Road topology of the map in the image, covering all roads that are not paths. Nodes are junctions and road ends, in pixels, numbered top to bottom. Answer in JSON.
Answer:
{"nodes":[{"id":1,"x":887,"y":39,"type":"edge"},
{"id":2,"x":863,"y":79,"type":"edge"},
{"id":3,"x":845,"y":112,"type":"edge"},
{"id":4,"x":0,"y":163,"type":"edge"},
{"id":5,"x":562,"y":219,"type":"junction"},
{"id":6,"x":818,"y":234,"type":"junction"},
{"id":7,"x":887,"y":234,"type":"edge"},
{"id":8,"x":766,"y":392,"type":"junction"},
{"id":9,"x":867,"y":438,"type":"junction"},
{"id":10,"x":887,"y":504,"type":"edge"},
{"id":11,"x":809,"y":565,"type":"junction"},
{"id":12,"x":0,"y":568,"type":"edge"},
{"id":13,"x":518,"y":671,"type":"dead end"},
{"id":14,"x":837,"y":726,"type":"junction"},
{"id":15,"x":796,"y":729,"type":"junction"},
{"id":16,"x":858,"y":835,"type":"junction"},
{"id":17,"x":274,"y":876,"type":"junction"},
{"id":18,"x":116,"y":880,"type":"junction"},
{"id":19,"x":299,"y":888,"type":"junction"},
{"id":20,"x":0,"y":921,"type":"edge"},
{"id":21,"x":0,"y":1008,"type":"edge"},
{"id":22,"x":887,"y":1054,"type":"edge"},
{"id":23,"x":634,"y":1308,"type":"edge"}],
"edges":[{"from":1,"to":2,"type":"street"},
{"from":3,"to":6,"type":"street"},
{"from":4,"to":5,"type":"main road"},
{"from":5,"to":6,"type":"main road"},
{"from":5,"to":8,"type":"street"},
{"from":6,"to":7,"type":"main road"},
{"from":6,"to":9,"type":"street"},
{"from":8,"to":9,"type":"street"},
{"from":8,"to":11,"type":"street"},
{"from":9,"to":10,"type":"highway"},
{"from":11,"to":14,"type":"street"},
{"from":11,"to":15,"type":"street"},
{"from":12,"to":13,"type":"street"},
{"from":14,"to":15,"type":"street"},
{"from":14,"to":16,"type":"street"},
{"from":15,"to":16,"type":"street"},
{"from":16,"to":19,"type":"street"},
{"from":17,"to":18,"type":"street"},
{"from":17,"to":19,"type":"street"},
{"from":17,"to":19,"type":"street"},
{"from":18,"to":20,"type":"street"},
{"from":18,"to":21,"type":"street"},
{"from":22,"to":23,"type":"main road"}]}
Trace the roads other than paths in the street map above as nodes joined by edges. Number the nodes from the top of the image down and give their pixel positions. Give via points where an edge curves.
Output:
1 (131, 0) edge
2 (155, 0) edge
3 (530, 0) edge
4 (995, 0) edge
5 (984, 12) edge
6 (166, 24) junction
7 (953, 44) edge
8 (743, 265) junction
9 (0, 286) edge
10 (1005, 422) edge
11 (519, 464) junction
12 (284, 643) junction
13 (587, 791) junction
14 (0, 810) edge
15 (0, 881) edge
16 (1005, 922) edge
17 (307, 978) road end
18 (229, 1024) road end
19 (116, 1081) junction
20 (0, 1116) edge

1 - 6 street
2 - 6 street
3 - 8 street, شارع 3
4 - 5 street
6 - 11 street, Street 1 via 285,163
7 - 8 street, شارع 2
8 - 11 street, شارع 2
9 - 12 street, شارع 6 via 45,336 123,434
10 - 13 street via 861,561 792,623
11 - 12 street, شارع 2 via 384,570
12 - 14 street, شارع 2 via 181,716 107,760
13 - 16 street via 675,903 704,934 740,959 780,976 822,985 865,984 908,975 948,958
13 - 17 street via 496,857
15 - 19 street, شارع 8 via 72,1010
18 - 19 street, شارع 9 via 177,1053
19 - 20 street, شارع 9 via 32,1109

════════

● **TASK DESCRIPTION**
Out of the records, collect only those lines that contain the string "main".

● **EXERCISE RESULT**
{"from":4,"to":5,"type":"main road"},
{"from":5,"to":6,"type":"main road"},
{"from":6,"to":7,"type":"main road"},
{"from":22,"to":23,"type":"main road"}]}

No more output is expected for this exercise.